#### WHAT IS BEING ASKED:
Your answer should hold each line of the material that contains the word "Left".

#### RECORDED DATA:
--- START ---

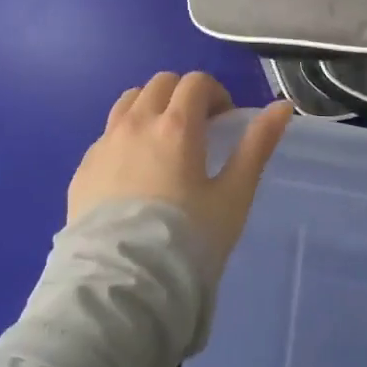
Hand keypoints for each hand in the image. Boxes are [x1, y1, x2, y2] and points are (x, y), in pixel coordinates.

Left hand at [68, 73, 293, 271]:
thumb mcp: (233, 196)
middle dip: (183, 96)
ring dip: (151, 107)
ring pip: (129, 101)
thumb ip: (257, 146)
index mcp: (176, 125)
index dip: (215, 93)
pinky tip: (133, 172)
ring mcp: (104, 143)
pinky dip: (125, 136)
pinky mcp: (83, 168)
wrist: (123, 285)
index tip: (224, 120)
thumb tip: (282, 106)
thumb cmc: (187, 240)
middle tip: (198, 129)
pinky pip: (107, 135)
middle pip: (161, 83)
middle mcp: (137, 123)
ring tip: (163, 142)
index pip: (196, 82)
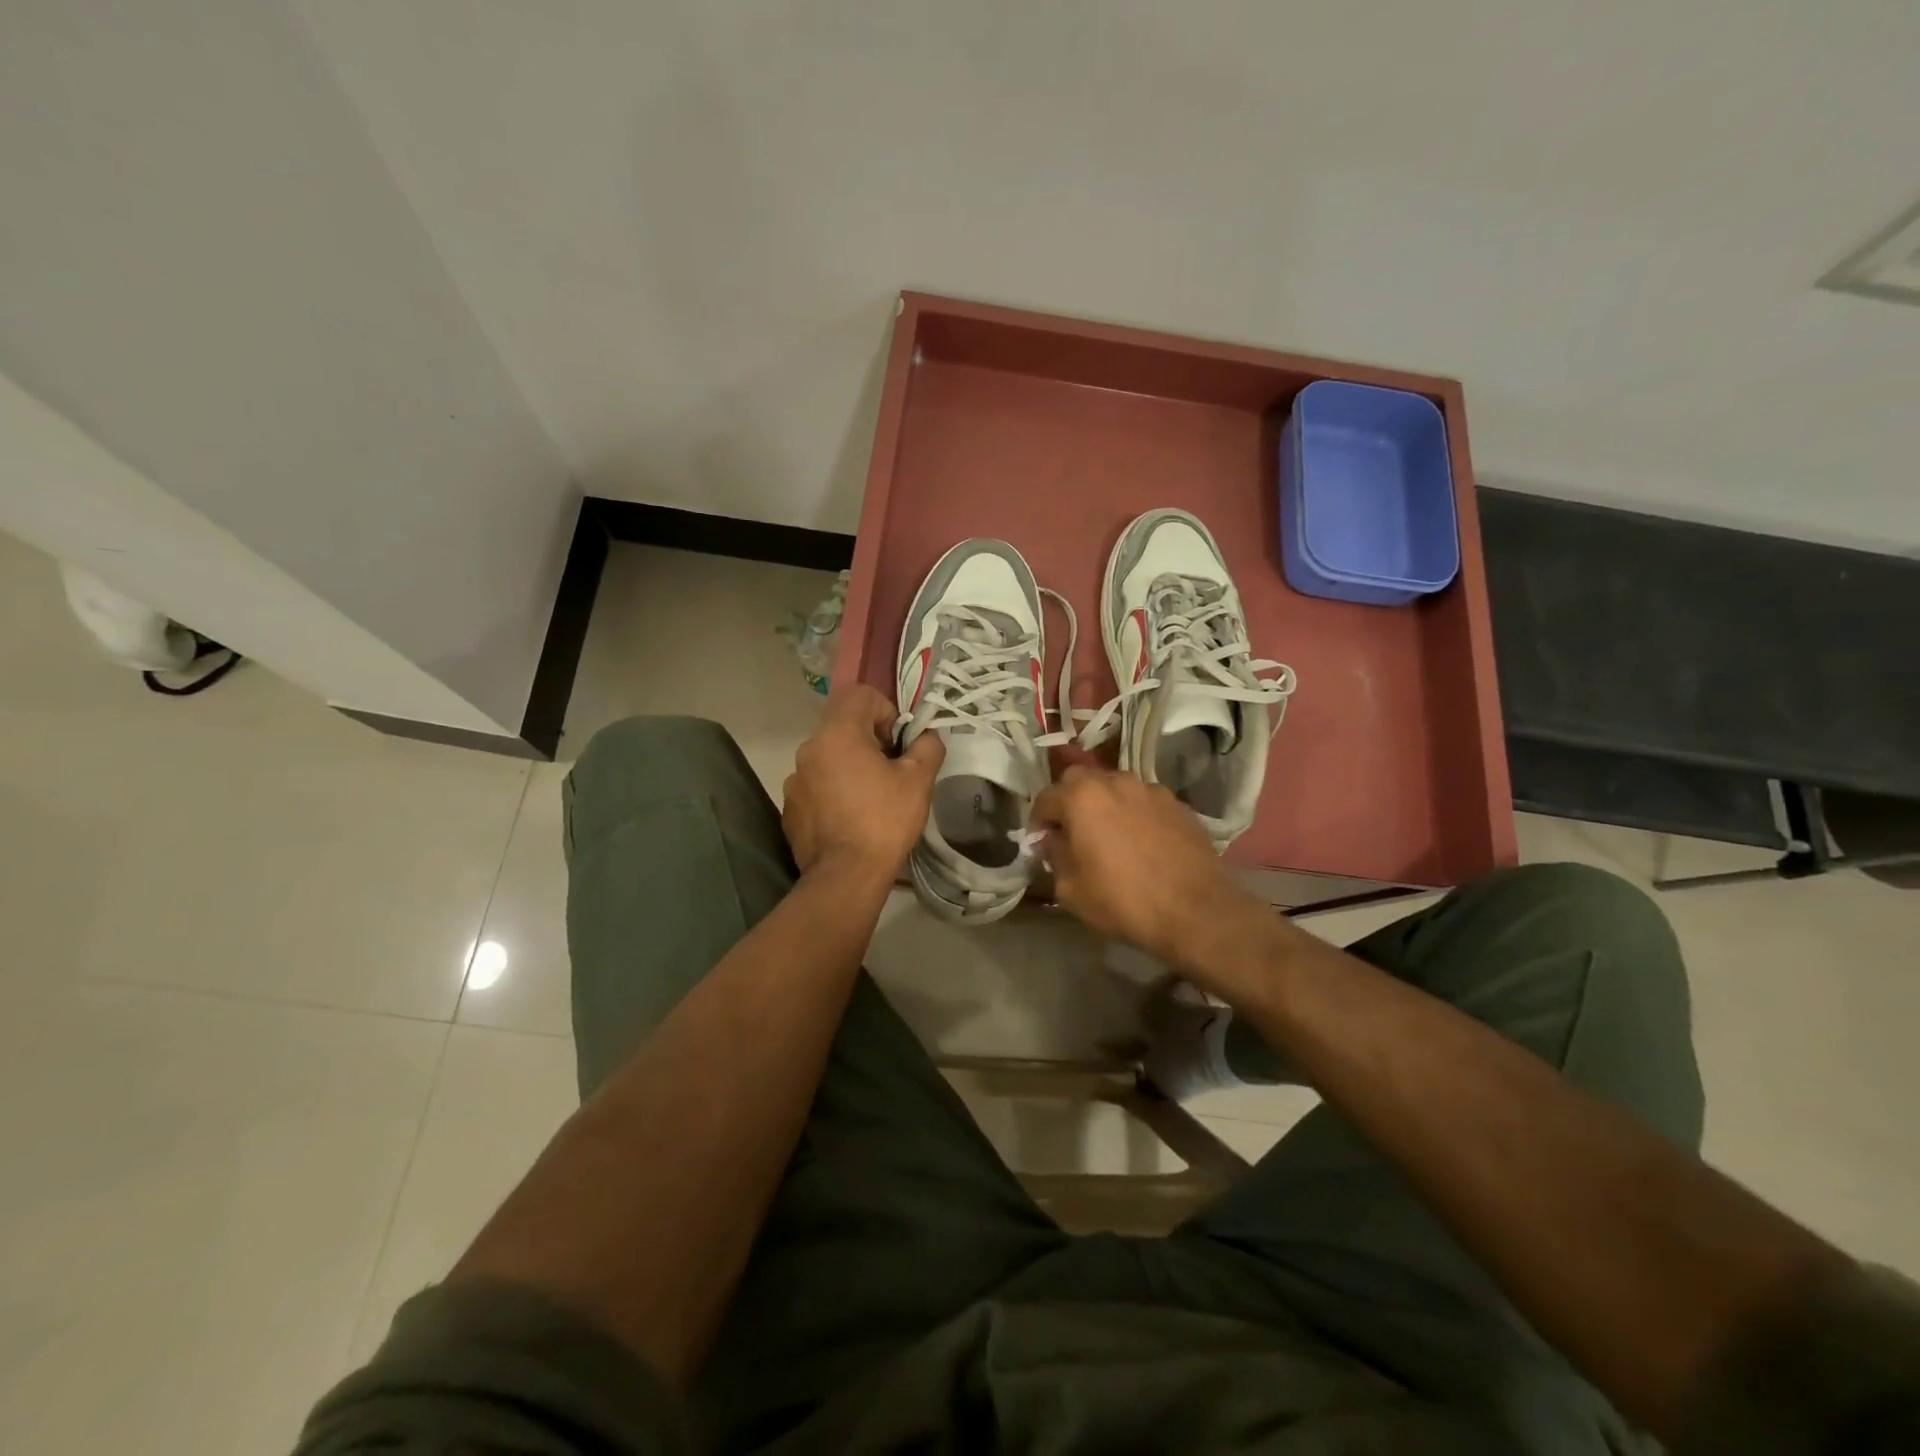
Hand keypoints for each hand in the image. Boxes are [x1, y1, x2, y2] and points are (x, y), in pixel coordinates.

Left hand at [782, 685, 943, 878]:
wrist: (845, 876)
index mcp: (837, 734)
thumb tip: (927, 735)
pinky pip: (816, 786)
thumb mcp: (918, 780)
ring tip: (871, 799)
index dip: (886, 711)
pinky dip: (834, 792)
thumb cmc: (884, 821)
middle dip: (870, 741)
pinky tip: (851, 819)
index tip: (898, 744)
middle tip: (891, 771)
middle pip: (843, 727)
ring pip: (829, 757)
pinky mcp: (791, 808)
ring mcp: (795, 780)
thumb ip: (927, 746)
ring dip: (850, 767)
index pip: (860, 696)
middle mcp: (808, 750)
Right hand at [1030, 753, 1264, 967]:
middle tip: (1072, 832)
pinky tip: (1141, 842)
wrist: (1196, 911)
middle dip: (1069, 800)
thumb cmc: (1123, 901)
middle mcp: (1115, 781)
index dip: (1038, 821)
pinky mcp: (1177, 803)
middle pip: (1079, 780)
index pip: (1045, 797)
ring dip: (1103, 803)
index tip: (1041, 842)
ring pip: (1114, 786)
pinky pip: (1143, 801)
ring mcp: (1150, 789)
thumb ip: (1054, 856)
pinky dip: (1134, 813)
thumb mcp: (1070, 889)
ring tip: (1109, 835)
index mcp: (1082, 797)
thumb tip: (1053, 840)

--- END ---
--- START ---

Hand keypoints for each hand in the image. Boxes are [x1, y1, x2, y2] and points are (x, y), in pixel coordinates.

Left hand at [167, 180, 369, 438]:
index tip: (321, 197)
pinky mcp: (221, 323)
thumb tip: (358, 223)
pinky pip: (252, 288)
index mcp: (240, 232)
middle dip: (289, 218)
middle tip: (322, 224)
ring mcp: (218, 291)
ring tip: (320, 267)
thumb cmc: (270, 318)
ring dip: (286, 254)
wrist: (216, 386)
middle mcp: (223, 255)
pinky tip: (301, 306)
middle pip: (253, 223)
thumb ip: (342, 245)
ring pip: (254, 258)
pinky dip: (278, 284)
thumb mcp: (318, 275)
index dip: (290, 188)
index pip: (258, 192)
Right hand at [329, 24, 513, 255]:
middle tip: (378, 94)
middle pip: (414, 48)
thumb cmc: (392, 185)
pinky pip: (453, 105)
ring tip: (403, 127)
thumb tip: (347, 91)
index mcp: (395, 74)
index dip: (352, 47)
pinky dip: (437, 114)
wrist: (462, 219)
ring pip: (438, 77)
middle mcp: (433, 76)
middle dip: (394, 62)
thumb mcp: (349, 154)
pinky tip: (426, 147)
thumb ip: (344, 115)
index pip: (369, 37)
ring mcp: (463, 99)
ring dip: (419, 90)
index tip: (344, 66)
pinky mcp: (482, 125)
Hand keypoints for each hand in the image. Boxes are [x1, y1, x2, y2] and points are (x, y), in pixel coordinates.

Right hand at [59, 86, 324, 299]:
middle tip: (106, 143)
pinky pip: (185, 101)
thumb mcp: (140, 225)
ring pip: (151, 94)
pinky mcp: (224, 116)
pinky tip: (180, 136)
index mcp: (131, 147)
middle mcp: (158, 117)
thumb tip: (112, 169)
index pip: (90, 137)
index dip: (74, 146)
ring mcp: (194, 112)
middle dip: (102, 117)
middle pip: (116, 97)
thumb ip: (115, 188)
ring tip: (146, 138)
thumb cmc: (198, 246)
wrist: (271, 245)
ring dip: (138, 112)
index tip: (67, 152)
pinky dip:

--- END ---

#### RESPONSE:
Left hand at [68, 73, 293, 271]:
Left hand at [782, 685, 943, 878]:
Left hand at [167, 180, 369, 438]:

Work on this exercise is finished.